Teerã, 09/11/2006 – O Irã, um dos maiores exportadores de petróleo do mundo, continuará investindo milhões de dólares para oferecer aos motoristas locais combustível importado e subsidiado. A Assembléia Consultiva Islâmica (parlamento) aprovou na semana passada, entre fortes críticas, um pedido do governo do presidente Mahmoud Ahmadinejad para destinar US$ 2,5 bilhões à importação de gasolina, deixando, assim, sem efeito planos anteriores para reduzir em mais de US$ 2 bilhões esse item para o ano fiscal que acaba em março do próximo ano.

A administração de Ahmadinejad argumenta que o país não dispõe da capacidade para refinar petróleo e atender a crescente demanda interna de combustível. Críticos dizem que a estratégia tem a única finalidade de oferecer gasolina barata para conseguir apoio popular, quando esses recursos poderiam ser destinados a planos de desenvolvimento. “O parlamento aprovou uma proposta populista sobre as importações de gasolina para satisfazer as massas. A decisão significa regressar ao passado e continuar com a tendência do crescente consumo de gasolina”, disse o legislador conservador Gholamreza Mesbahi Moqqadam, membro do Comitê Econômico do parlamento, citado pela agência de notícias Ilna.

“Lamentavelmente, os legisladores permitiram que o governo importasse US$ 5 bilhões em combustível e lhe deram um adicional de US$ 1 bilhão para distribuir entre diversos organismos”, disse Moqqadam. Entretanto, a lei orçamentária aprovada no dia 1º deste mês reduz em US$ 1 bilhão os US$ 3,5 bilhões que o governo havia solicitado e destina outro US$ 1bilhão do lucro com o petróleo a planos de desenvolvimento, como a compra de frotas de transporte, término de obras em aeroportos, projetos ferroviários, de saúde e criação de centros religiosos em pequenos povoados.
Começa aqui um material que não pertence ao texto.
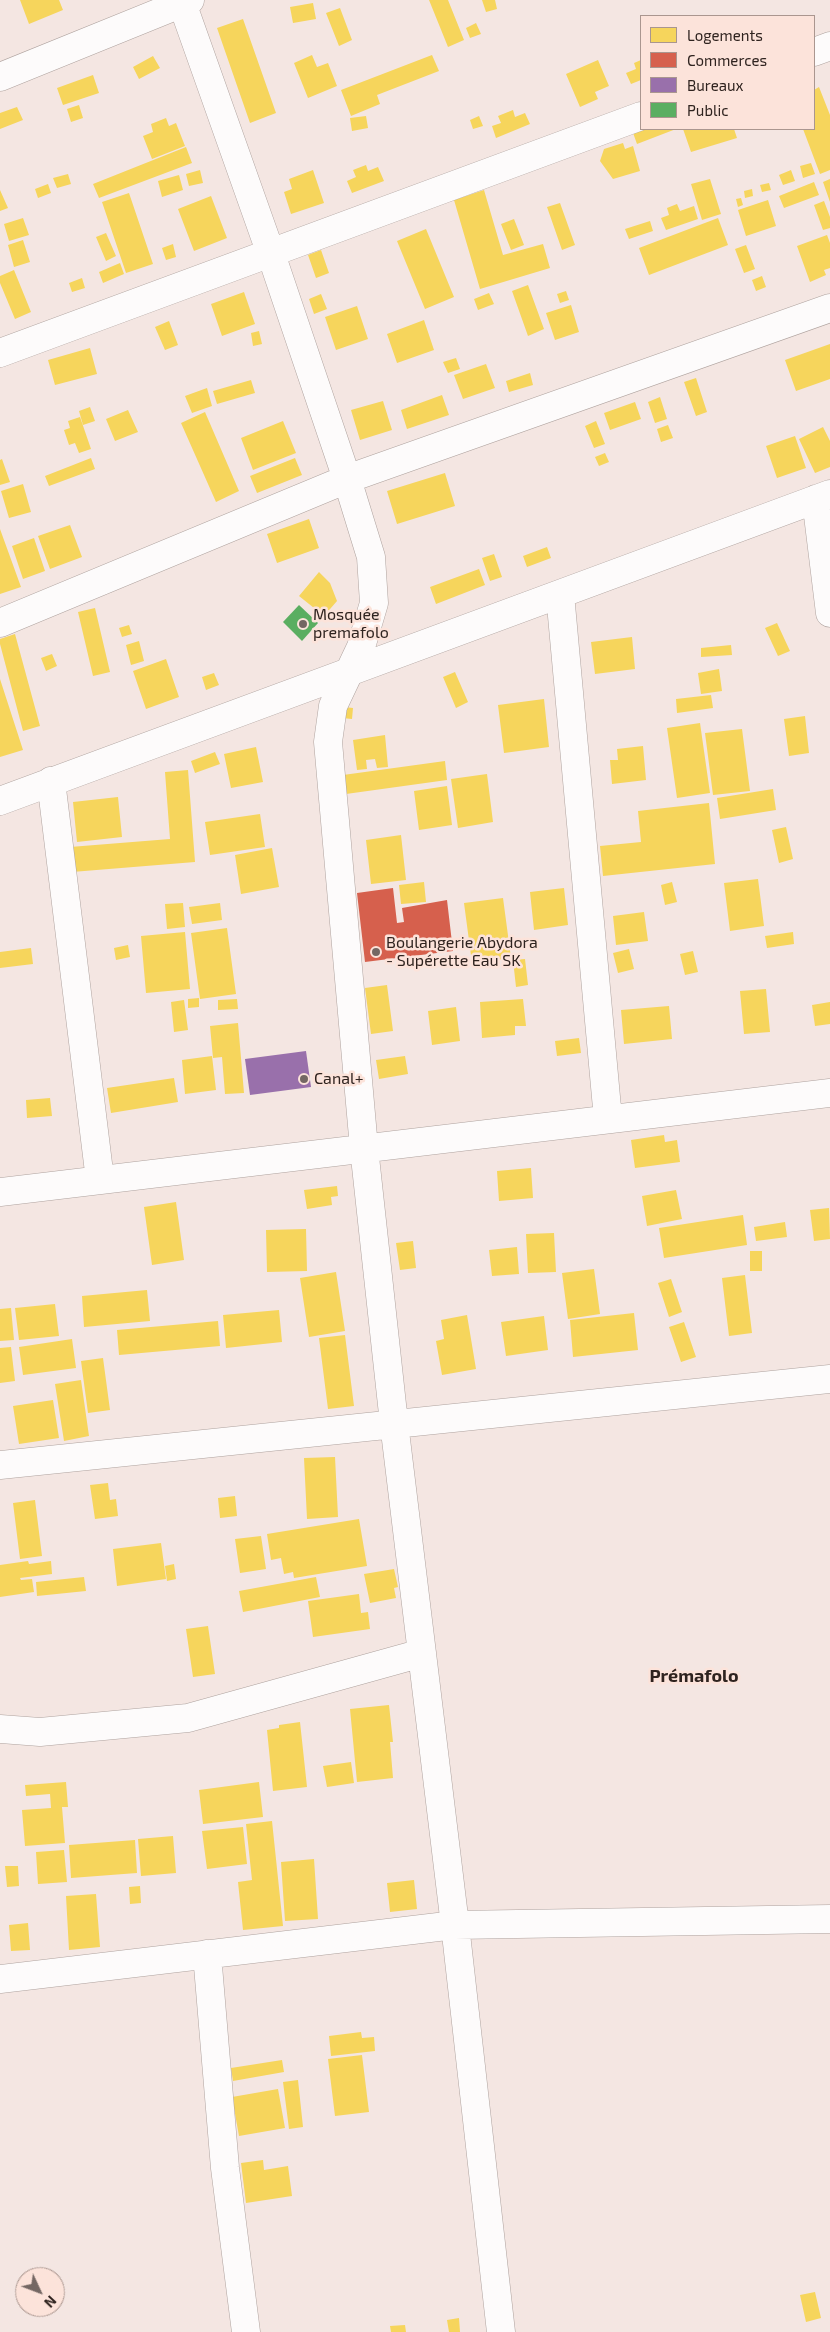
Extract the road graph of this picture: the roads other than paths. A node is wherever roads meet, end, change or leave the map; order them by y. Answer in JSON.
{"nodes":[{"id":1,"x":184,"y":1,"type":"edge"},
{"id":2,"x":830,"y":46,"type":"edge"},
{"id":3,"x":815,"y":52,"type":"edge"},
{"id":4,"x":0,"y":78,"type":"edge"},
{"id":5,"x":640,"y":116,"type":"edge"},
{"id":6,"x":271,"y":254,"type":"junction"},
{"id":7,"x":830,"y":308,"type":"edge"},
{"id":8,"x":0,"y":353,"type":"edge"},
{"id":9,"x":347,"y":479,"type":"junction"},
{"id":10,"x":823,"y":496,"type":"edge"},
{"id":11,"x":560,"y":594,"type":"junction"},
{"id":12,"x":830,"y":613,"type":"edge"},
{"id":13,"x":0,"y":622,"type":"edge"},
{"id":14,"x":348,"y":672,"type":"junction"},
{"id":15,"x":51,"y":781,"type":"junction"},
{"id":16,"x":0,"y":801,"type":"edge"},
{"id":17,"x":830,"y":1093,"type":"edge"},
{"id":18,"x":608,"y":1120,"type":"junction"},
{"id":19,"x":364,"y":1148,"type":"junction"},
{"id":20,"x":100,"y":1180,"type":"junction"},
{"id":21,"x":0,"y":1192,"type":"edge"},
{"id":22,"x":830,"y":1379,"type":"edge"},
{"id":23,"x":394,"y":1423,"type":"junction"},
{"id":24,"x":0,"y":1465,"type":"edge"},
{"id":25,"x":422,"y":1653,"type":"junction"},
{"id":26,"x":0,"y":1729,"type":"edge"},
{"id":27,"x":830,"y":1919,"type":"edge"},
{"id":28,"x":455,"y":1925,"type":"junction"},
{"id":29,"x":207,"y":1954,"type":"junction"},
{"id":30,"x":0,"y":1979,"type":"edge"},
{"id":31,"x":246,"y":2332,"type":"edge"},
{"id":32,"x":500,"y":2332,"type":"edge"}],
"edges":[{"from":1,"to":4,"type":"street"},
{"from":1,"to":6,"type":"street"},
{"from":2,"to":3,"type":"street"},
{"from":5,"to":6,"type":"street"},
{"from":6,"to":8,"type":"street"},
{"from":6,"to":9,"type":"street"},
{"from":7,"to":9,"type":"street"},
{"from":9,"to":13,"type":"street"},
{"from":9,"to":14,"type":"street"},
{"from":10,"to":11,"type":"street"},
{"from":10,"to":12,"type":"street"},
{"from":11,"to":14,"type":"street"},
{"from":11,"to":18,"type":"street"},
{"from":14,"to":15,"type":"street"},
{"from":14,"to":19,"type":"street"},
{"from":15,"to":16,"type":"street"},
{"from":15,"to":20,"type":"street"},
{"from":17,"to":18,"type":"street"},
{"from":18,"to":19,"type":"street"},
{"from":19,"to":20,"type":"street"},
{"from":19,"to":23,"type":"street"},
{"from":20,"to":21,"type":"street"},
{"from":22,"to":23,"type":"street"},
{"from":23,"to":24,"type":"street"},
{"from":23,"to":25,"type":"street"},
{"from":25,"to":26,"type":"street"},
{"from":25,"to":28,"type":"street"},
{"from":27,"to":28,"type":"street"},
{"from":28,"to":29,"type":"street"},
{"from":28,"to":32,"type":"street"},
{"from":29,"to":30,"type":"street"},
{"from":29,"to":31,"type":"street"}]}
Entretanto, estes fundos não cobrirão os custos de importação de gasolina até o fim do ano fiscal em março próximo, por isso o governo deverá solicitar novamente o aval do parlamento para usar mais recursos. O legislativo descartou outras opções, como racionar gasolina ao seu preço atual subsidiado ou uma melhor distribuição do combustível nacional. O pedido do governo foi atendido pelo parlamento apesar de uma grande oposição de reformistas, conservadores e até de facções de linha dura.
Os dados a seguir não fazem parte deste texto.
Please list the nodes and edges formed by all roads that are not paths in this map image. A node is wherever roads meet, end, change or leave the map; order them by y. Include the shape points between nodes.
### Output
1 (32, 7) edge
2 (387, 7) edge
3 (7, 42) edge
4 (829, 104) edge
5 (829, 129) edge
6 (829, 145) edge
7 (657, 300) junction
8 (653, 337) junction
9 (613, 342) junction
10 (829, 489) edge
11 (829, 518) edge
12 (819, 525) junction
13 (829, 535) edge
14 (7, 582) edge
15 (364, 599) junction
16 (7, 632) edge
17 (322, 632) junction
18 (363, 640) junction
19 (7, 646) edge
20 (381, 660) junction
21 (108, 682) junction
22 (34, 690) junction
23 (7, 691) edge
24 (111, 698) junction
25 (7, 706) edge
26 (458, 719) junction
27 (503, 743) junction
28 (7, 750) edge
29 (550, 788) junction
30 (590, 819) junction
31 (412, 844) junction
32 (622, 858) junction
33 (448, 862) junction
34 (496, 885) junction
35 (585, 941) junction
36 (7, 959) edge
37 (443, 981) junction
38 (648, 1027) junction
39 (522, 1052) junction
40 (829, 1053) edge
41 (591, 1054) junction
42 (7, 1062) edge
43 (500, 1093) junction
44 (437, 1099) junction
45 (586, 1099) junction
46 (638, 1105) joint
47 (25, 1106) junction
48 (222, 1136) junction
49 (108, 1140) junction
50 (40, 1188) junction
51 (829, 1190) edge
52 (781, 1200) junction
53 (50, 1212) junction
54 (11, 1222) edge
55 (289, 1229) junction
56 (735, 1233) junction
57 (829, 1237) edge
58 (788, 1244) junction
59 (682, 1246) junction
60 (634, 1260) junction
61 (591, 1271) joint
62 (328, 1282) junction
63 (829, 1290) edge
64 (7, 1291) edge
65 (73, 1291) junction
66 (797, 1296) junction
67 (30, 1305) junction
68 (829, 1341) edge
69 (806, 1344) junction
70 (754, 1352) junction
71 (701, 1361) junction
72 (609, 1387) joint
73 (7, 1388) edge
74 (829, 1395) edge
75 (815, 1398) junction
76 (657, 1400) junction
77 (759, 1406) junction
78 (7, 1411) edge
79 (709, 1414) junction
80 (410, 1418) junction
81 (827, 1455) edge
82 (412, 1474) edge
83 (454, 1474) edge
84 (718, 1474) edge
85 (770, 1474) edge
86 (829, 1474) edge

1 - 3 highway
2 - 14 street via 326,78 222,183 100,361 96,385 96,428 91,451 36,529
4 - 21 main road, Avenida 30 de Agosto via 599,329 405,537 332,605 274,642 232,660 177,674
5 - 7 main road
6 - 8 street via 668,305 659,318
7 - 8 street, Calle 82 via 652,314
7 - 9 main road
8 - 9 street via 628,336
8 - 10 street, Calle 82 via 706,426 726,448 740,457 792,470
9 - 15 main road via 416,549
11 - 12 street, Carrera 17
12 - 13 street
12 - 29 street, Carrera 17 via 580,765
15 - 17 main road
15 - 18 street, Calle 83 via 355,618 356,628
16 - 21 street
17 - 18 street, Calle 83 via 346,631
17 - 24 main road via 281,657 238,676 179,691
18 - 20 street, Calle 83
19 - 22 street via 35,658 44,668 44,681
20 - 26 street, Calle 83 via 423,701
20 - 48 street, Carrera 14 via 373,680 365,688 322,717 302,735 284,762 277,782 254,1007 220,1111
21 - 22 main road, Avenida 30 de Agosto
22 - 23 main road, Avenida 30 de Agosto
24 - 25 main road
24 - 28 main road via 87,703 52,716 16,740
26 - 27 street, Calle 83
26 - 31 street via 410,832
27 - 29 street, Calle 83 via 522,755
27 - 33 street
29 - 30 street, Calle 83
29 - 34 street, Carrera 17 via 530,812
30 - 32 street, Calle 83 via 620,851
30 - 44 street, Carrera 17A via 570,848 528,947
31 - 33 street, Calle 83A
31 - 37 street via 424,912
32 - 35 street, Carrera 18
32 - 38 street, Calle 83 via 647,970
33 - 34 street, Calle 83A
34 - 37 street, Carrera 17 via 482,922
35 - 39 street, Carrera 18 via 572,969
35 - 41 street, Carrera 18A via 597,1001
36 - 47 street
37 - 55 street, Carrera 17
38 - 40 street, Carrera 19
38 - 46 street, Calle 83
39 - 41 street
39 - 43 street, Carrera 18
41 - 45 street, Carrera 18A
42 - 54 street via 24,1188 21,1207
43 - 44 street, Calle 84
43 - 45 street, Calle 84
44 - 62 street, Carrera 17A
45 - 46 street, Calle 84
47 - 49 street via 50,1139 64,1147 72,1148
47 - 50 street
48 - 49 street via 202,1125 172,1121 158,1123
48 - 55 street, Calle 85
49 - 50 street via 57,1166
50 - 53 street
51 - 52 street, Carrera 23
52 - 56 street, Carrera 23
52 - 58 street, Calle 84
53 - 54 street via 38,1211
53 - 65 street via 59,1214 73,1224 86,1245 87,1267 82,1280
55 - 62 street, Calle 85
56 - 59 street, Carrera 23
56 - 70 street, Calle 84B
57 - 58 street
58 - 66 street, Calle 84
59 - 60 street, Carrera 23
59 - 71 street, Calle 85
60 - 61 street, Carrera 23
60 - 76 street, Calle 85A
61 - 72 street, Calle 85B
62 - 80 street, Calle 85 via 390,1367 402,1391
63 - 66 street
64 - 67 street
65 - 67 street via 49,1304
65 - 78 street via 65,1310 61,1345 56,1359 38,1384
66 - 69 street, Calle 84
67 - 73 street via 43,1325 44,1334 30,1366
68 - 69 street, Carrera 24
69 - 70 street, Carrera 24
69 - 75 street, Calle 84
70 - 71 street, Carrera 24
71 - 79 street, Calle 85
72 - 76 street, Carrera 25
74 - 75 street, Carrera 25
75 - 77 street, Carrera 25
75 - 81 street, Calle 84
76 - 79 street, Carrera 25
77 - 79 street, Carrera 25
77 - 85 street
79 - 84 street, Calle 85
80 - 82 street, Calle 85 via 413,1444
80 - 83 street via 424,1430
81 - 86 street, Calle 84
“Para evitar mais importações de gasolina, a lei orçamentária para o atual ano fiscal estabelece que o governo importe apenas US$ 2,5 bilhões em combustível no ano e racionalize ou ofereça gasolina a dois preços (subsidiado e real)”, disse Moqqadam. “O governo não tem a coragem de acabar com as importações de gasolina”, disse à Agência de Notícias dos Estudantes o parlamentar ultraconservador Mohammad Khoshchehreh, ex-aliado do governo e agora duro crítico do governo.

Mohammad Reza Mir Tadjeddini, outro legislador linha dura, afirmou que os sucessivos governos do Irã foram espertos em tirar dinheiro do parlamento. “Milhares de milhões de dólares em gasolina continuarão virando fumaça enquanto o país precisa de dinheiro para o desenvolvimento, a criação de empregos e solução para os problemas econômicos da população”, disse ao jornal reformista Etemad. “É interessante que a lei recebeu críticas de todo os lados, inclusive do próprio setor conservador (ao qual pertence o governo), mas, foi finalmente aprovada sem muito debates”, disse à IPS um observador em Teerã.
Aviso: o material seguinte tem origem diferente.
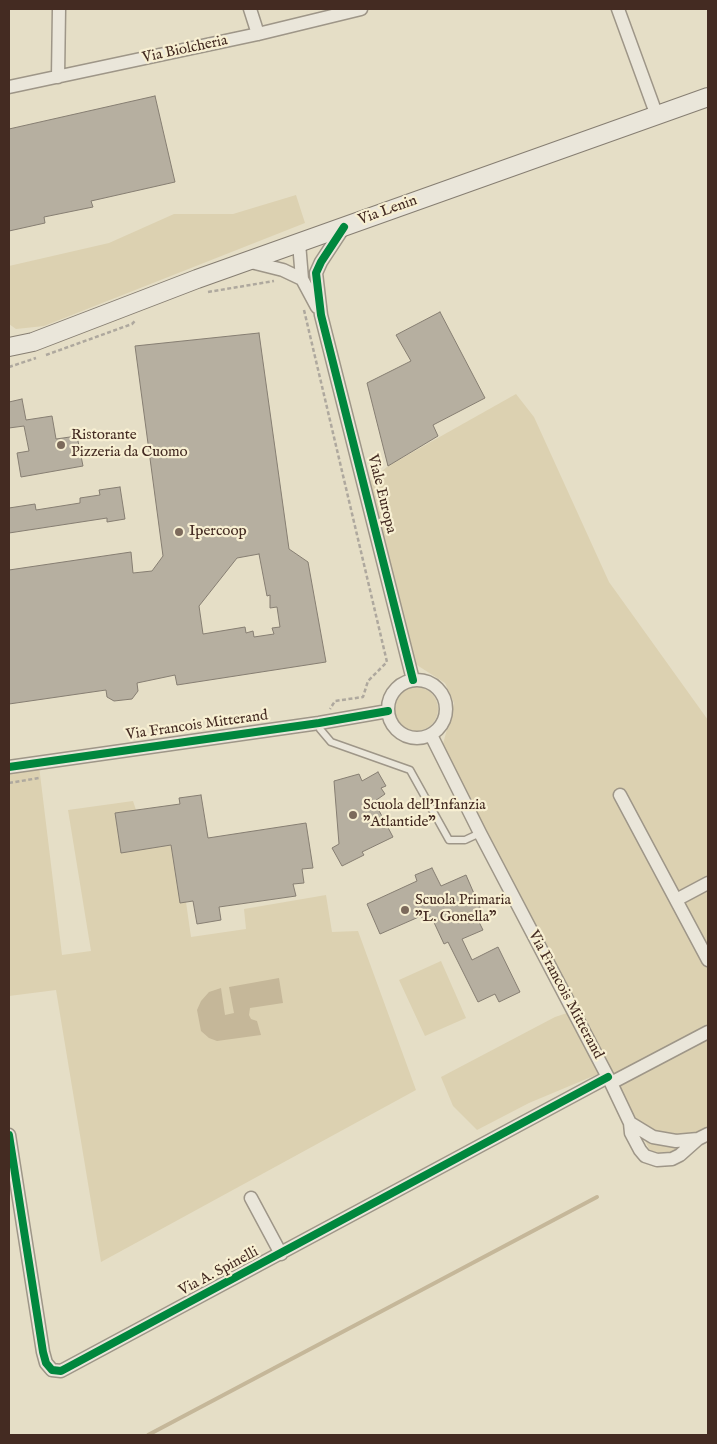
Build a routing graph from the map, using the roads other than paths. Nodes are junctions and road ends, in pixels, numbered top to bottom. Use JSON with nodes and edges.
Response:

“Ninguém foi capaz de defender a lei do governo, pois a continuação da situação atual era tão obviamente prejudicial e inútil que a aprovaram de todo modo”, acrescentou. “O fato é que Ahmadinejad teve sucesso em intimidar o parlamento prevendo a possibilidade de uma inflação incontrolável e uma crise de segurança nacional com distúrbios nas ruas se o preço da gasolina aumentasse ou o combustível fosse racionado. Também destacou a necessidade de atender às massas”, acrescentou. O consumo de gasolina subsidiada no Irã fica entre 70 milhões e 80 milhões de litros por dia, mais de um terço importado.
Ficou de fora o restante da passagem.